Material shown:
= = = =

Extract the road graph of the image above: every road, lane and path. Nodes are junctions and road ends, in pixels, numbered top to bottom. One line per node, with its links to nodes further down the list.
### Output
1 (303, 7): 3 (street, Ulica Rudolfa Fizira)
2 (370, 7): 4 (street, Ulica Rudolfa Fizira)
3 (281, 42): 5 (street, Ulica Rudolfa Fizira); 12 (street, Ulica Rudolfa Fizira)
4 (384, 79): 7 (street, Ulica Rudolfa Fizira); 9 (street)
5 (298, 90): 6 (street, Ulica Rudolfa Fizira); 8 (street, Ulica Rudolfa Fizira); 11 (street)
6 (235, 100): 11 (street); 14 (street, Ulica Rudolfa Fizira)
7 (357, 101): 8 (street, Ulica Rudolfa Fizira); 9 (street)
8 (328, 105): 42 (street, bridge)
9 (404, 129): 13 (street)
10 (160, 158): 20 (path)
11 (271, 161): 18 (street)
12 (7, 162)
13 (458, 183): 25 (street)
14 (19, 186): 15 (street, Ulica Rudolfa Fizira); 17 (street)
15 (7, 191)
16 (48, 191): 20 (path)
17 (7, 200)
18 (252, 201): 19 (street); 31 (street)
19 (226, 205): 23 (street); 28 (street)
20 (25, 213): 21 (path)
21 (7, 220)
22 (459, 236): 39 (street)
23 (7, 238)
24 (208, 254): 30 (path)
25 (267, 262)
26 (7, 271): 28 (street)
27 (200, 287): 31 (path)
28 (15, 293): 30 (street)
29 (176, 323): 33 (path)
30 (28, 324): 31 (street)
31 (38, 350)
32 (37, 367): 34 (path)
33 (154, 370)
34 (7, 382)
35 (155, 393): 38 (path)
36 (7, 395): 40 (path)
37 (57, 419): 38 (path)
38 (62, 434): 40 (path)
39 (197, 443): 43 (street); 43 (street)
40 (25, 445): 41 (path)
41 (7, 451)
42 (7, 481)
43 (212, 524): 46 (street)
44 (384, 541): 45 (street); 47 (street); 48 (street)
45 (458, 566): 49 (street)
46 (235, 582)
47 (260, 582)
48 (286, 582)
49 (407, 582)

= = = =

What the task requires:
For the listing above, work out how many lines contain the string "Ulica" and return only that figure.

Output of the exercise:
8